You know, looking back it's silly, but when Youtube came out and started
getting attention (I was still in school, so this must've been 2004 or so), I
remember thinking to myself "so what?" -- the idea that it was novel just
never occurred to me.

Back in 2002-2003, I ran a little startup (at 14-15) that did online music
streaming. Built around a little PHP (later C++) daemon, you could set up
playlists on the site and then connect to an icecast stream to play that
playlist from any device you wanted. The music was ripped from CDs that my
friends and I had, and we even added advertisements every X songs or N
minutes.
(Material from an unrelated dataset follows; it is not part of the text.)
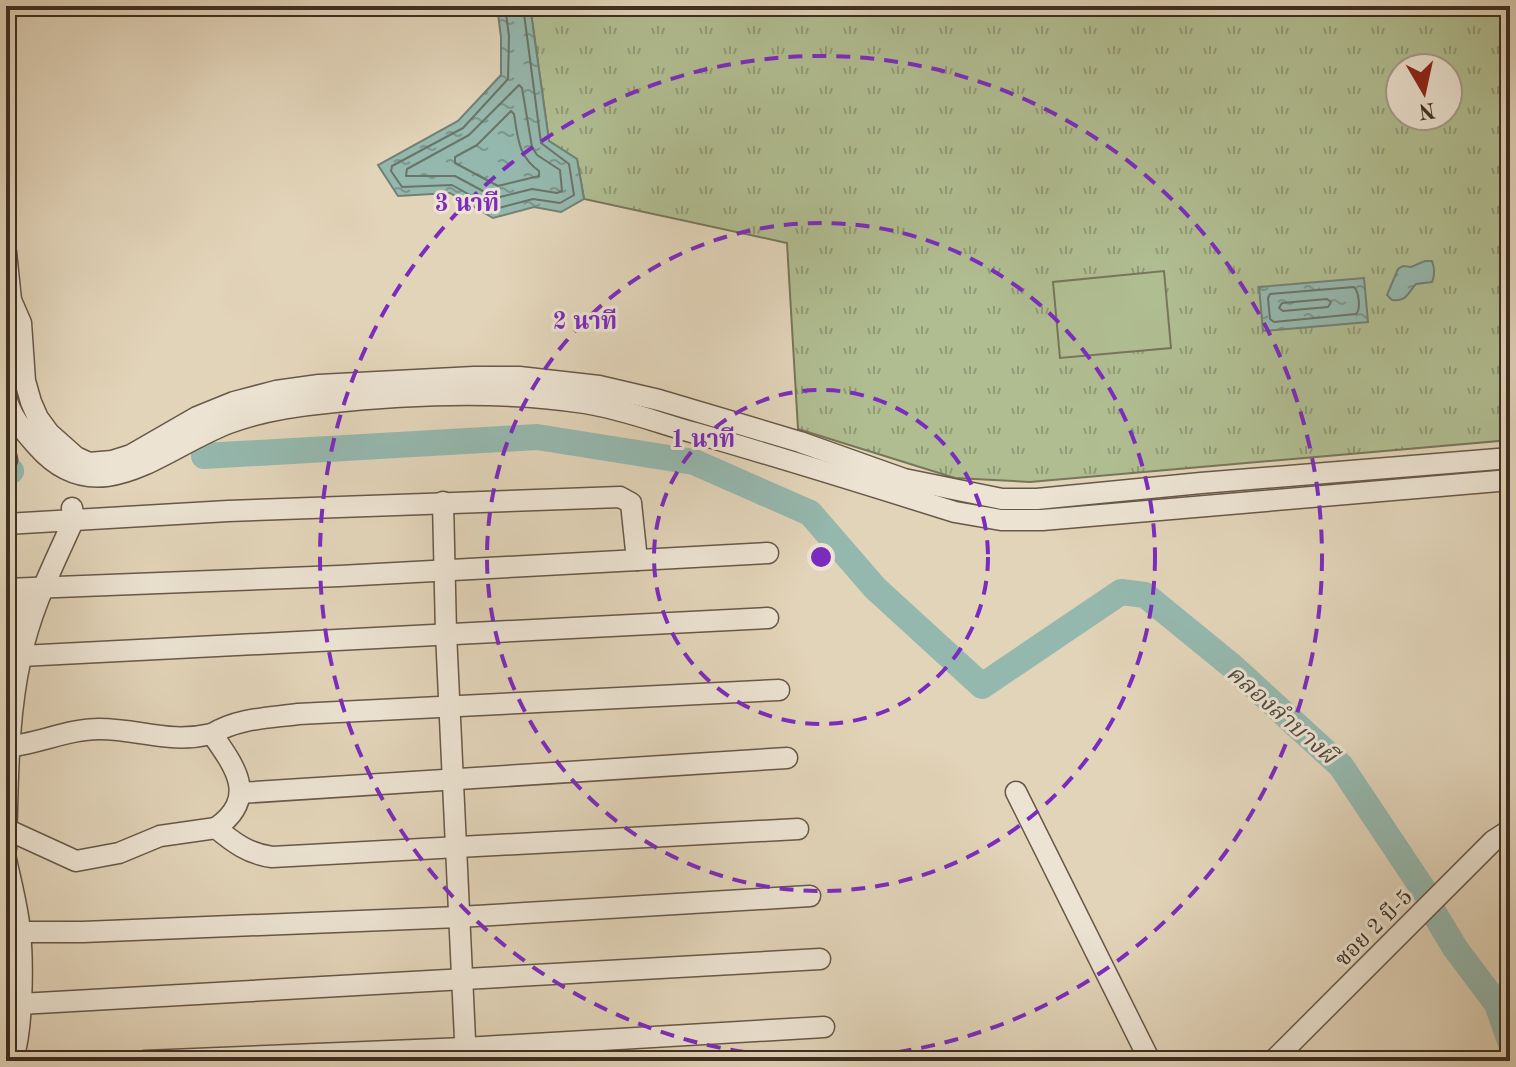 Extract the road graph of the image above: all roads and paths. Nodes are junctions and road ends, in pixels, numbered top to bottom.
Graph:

It eventually failed due to not being able to raise money to get
licensing rights (my dad was running the business side and simply had no clue,
but neither did I at the time), but it was just... no big deal to me. I had no
idea that it was supposed to be a hard thing to do until a few years later,
when I ended up working for MP3tunes trying to build the first online music
locker.

I always just assumed that the trend towards storage and bandwidth being
"free" was going to move fast enough that anything I could come up with would
Just Work (TM).

------
AVTizzle
Reading this brought a smile to my face. It took me back to the days of AIM
chats, the silly screennames, Casio messagers that we could program to work as
remotes for the school TVs to baffle teachers, et al...

I never really considered how technology was evolving during that time of my
life, but it definitely was, and I'm getting nostalgic just thinking about it
:)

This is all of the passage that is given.